YOP L-FRII
L'Actu

Aliou Cissé obtient gain de cause devant la FIFA : une décision qui pourrait changer les relations entre les sélectionneurs et les fédérations africaines

Par Dios M.
L’ancien sélectionneur du Sénégal Aliou Cissé vient de remporter une importante bataille juridique face à la Fédération libyenne de football. Selon plusieurs sources, la FIFA a condamné l’instance à lui verser 820 000 eu......

L’ancien sélectionneur du Sénégal Aliou Cissé vient de remporter une importante bataille juridique face à la Fédération libyenne de football. Selon plusieurs sources, la FIFA a condamné l’instance à lui verser 820 000 euros après la résiliation anticipée de son contrat.

Au-delà de l’aspect financier, cette décision envoie un signal fort au football africain, où les litiges liés aux contrats des sélectionneurs restent fréquents.

Une victoire juridique après plusieurs mois de tensions

Arrivé à la tête de la sélection libyenne avec l’ambition de relancer les « Chevaliers de la Méditerranée », Aliou Cissé avait rapidement été confronté à des difficultés administratives et financières.

Malgré des régularisations partielles, les retards de paiement et les incertitudes autour de son contrat ont fini par détériorer la relation entre les deux parties.

Après son départ en avril 2026, l’ancien champion d’Afrique avec le Sénégal a choisi de porter le dossier devant la FIFA.

L’instance internationale lui aurait donné raison en condamnant la Fédération libyenne à lui verser une indemnité de 820 000 euros, correspondant à la rupture anticipée de son contrat.

Plus qu’un chèque, une reconnaissance des droits contractuels

À première vue, l’information peut être résumée à une importante indemnisation.

En réalité, elle est beaucoup plus significative.

La décision rappelle qu’un contrat signé entre une fédération et un sélectionneur engage les deux parties.

Lorsqu’une rupture intervient sans respecter les clauses prévues, la FIFA peut intervenir pour protéger les droits contractuels.

Cette jurisprudence est suivie avec attention par de nombreux techniciens travaillant sur le continent.

Un problème récurrent dans le football africain

Le cas d’Aliou Cissé n’est pas isolé.

Au fil des années, plusieurs entraîneurs africains et étrangers ont dénoncé :

  • des salaires versés avec retard ;
  • des primes impayées ;
  • des ruptures de contrat sans compensation ;
  • des situations administratives complexes.

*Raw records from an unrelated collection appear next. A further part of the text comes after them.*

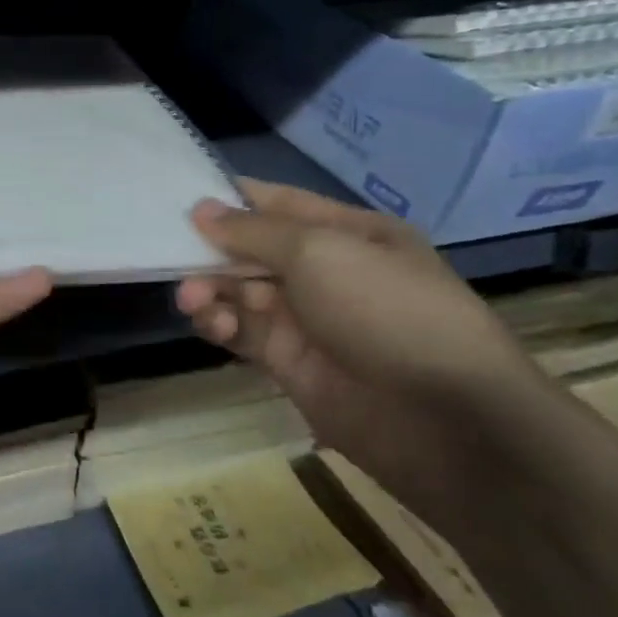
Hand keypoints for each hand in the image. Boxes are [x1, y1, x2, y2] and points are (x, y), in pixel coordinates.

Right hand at [176, 179, 550, 524]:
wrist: (442, 419)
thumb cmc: (387, 310)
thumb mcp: (319, 252)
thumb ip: (253, 232)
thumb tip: (201, 209)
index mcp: (349, 233)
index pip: (279, 204)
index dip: (231, 199)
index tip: (179, 197)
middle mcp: (327, 271)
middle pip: (251, 250)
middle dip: (213, 252)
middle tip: (174, 259)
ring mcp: (308, 318)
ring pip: (240, 292)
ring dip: (211, 290)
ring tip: (195, 301)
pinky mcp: (289, 361)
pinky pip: (242, 331)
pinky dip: (220, 324)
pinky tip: (212, 325)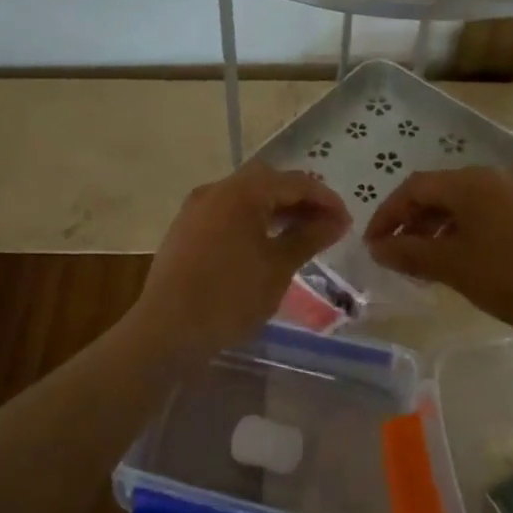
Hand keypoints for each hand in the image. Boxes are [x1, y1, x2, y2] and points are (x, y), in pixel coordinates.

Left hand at [132, 161, 351, 358]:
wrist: (166, 330)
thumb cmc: (229, 297)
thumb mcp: (278, 267)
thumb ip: (309, 237)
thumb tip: (337, 220)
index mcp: (240, 192)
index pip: (293, 182)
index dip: (324, 198)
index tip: (346, 222)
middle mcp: (215, 190)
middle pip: (267, 182)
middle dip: (299, 199)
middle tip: (325, 225)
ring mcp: (196, 209)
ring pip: (245, 197)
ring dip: (275, 210)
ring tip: (301, 236)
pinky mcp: (185, 229)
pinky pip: (227, 213)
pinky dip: (252, 220)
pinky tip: (265, 245)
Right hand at [363, 167, 512, 342]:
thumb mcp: (454, 267)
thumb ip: (409, 254)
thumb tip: (377, 248)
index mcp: (471, 182)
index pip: (414, 188)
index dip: (387, 215)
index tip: (372, 245)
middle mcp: (495, 175)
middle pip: (440, 191)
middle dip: (412, 220)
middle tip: (396, 253)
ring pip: (465, 201)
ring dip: (438, 225)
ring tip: (426, 259)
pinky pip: (489, 210)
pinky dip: (466, 228)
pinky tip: (464, 255)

Ces litiges nuisent à la stabilité des sélections nationales et compliquent parfois le recrutement de techniciens expérimentés.

La décision favorable à Aliou Cissé pourrait inciter les fédérations à renforcer leur rigueur dans la gestion des contrats.

Un paradoxe sportif

Sur le terrain, le passage d’Aliou Cissé en Libye n’a pas produit les résultats espérés.

En dix rencontres, son bilan est de trois victoires, cinq matchs nuls et deux défaites.

La Libye n’a pas réussi à se qualifier pour la Coupe du monde 2026 ni pour la Coupe arabe 2025.

Pour autant, l’échec sportif n’efface pas les obligations contractuelles.

C’est précisément ce que rappelle la décision rendue dans ce dossier : la performance sportive et le respect des engagements juridiques sont deux questions distinctes.

Une nouvelle étape avec l’Angola

Depuis avril, Aliou Cissé a ouvert un nouveau chapitre en prenant les commandes de la sélection angolaise.

Cette victoire juridique lui permet de tourner définitivement la page libyenne tout en récupérant une indemnisation importante.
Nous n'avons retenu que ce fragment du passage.